I recently read (no enthusiasthma here – I really am this excited) a fascinating article on artificial intelligence in the latest issue of Skeptic. In it, Peter Kassan just lays down the law and delivers a Dragon Warrior roundhouse kick to the nuts of AI theory.
He breaks down the history of AI research, its foundations, its lofty goals, and its repeated failures.
The argument he finally makes is so god damned simply beautiful: You simply cannot create a good model of something that you don’t understand.
That’s the problem. As long as you’re trying to model human intelligence, you need to know what in the hell it actually is. If I performed a survey right now, and if I asked each of you what you thought intelligence was, my assumption is that there would be some common overlap of grander ideas with some major variations in the details.
And that’s just looking at intelligence from the outside. Even if we could all come up with a definition we agreed on, without understanding how the brain actually works, there’s no guarantee that we’d be even remotely correct.
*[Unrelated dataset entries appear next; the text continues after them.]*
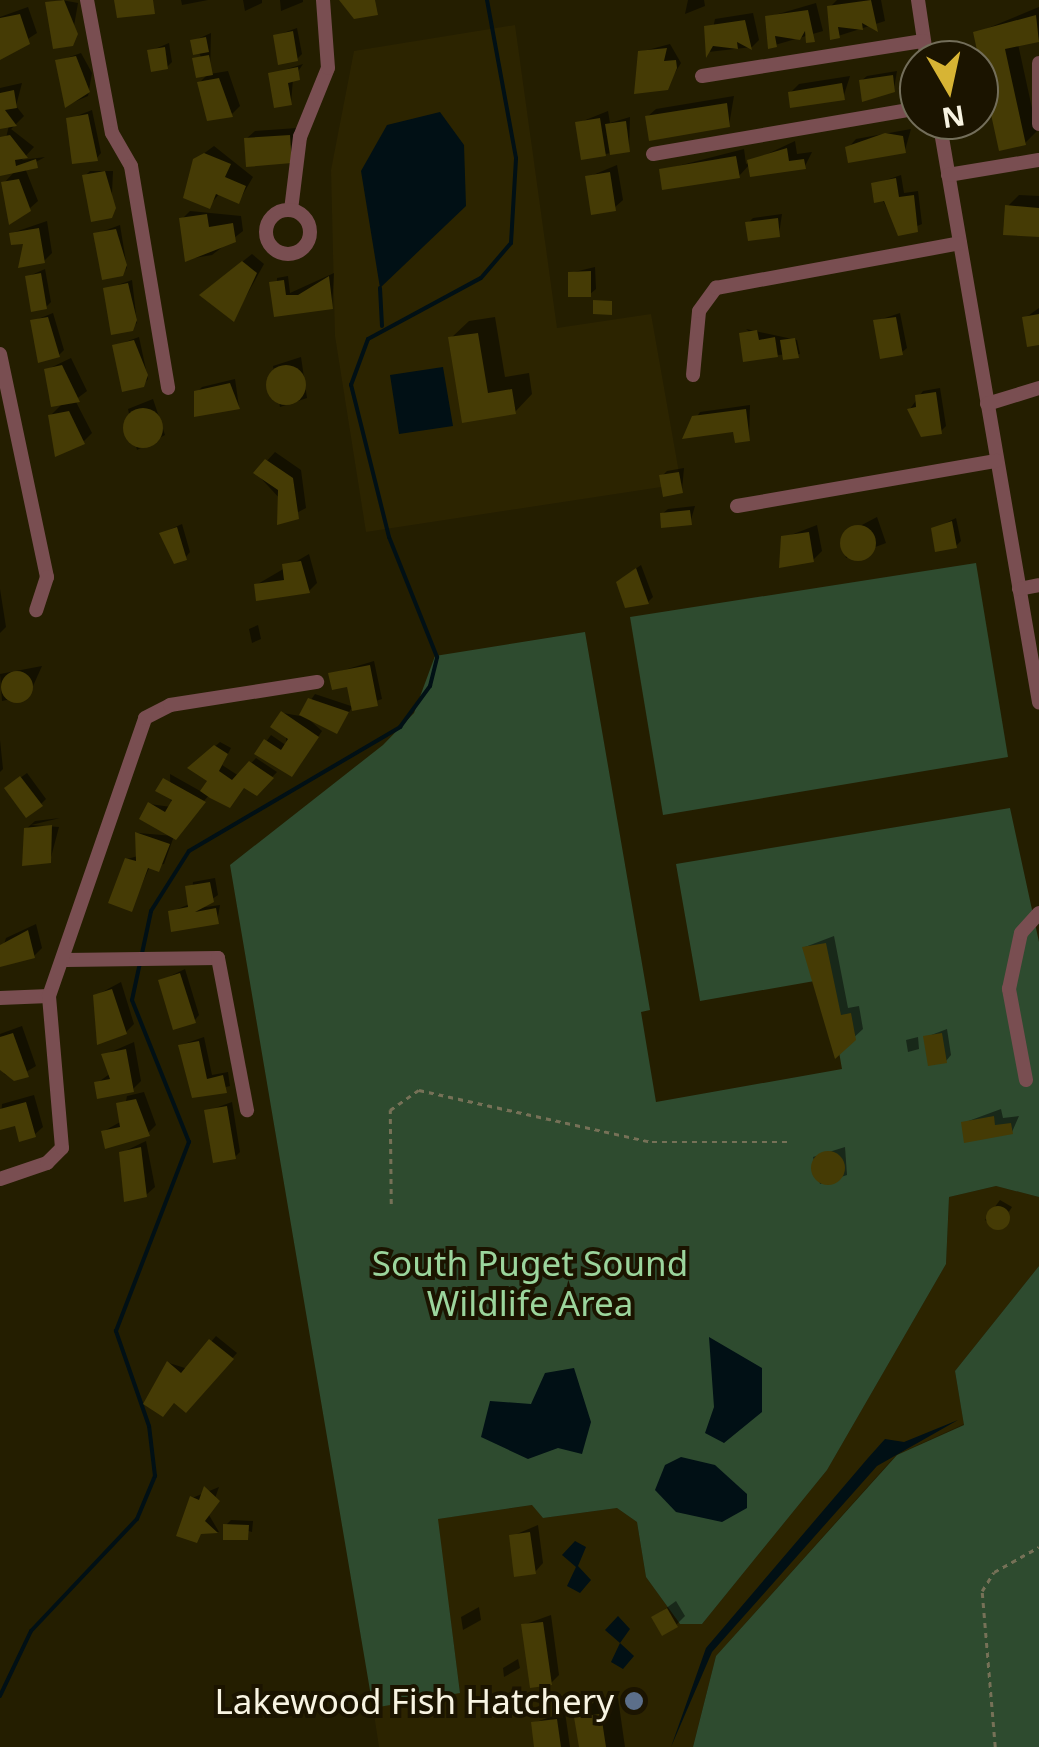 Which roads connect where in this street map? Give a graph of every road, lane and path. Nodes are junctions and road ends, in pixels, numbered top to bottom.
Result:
1 (87, 0) edge
2 (323, 0) edge
3 (918, 0) edge
4 (923, 40) edge
5 (899, 45) edge
6 (1039, 63) edge
7 (702, 76) dead end
8 (899, 111) edge
9 (1039, 124) edge
10 (942, 140) edge
11 (653, 154) dead end
12 (1039, 160) edge
13 (948, 175) junction
14 (291, 210) dead end
15 (960, 243) junction
16 (0, 354) edge
17 (693, 375) dead end
18 (168, 388) dead end
19 (1039, 388) edge
20 (987, 404) junction
21 (996, 462) junction
22 (737, 506) dead end
23 (1039, 585) edge
24 (1019, 589) junction
25 (36, 610) dead end
26 (316, 682) dead end
27 (1039, 702) edge
28 (1039, 913) edge
29 (66, 960) junction
30 (50, 996) junction
31 (0, 998) edge
32 (1026, 1080) dead end
33 (247, 1110) dead end
34 (792, 1142) dead end
35 (0, 1179) edge
36 (391, 1204) dead end
37 (1039, 1547) edge
38 (995, 1747) edge

1 - 18 street
2 - 14 street
3 - 4 street
5 - 7 street
6 - 9 street
8 - 11 street
10 - 13 street
12 - 13 street
13 - 15 street
15 - 17 street
15 - 20 street
16 - 25 street
19 - 20 street
20 - 21 street
21 - 22 street
21 - 24 street
23 - 24 street
24 - 27 street
26 - 29 street
28 - 32 street
29 - 30 street
29 - 33 street
30 - 31 street
30 - 35 street
34 - 36 path
37 - 38 path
At best, we’d have some of it right, and at worst, we’d just be in agreement about something totally wrong. In the end, we’d be no closer to having a model of intelligence against which to base an artificial intelligence. All we would have done is to have agreed on the appearance of intelligence. It’s much closer to religion than it is to science.
It’s superficial. The current state of things is that the Jeff Hawkinses of the world have decided, based on their own navel-gazing, that they know what intelligence is and how the brain works, and now they’re trying to build AI on those foundations. I think it’s noble, but not the right way to do this.
If I had to guess, and I don’t have to, but if I did, and I don’t, but I will, I would guess that, in a few years, the people out at the “Redwood Center for Theoretical Neuroscience” are still going to be doing a lot of head scratching.
When I think about human beings, right now, trying to create artificial intelligences based on what little knowledge we have of the workings of the human brain (or any brain, for that matter), I can’t help but think of a caveman drawing a picture on the wall of his cave and wondering why it isn’t making him warm.
If you’re interested in this stuff, then you should get a copy of the newest Skeptic. It’s the one with a reading robot on the cover. Brilliant.
And, just so y’all know, I would like more than anything to see an artificial intelligence created. I just think we’ve been going about it the wrong way.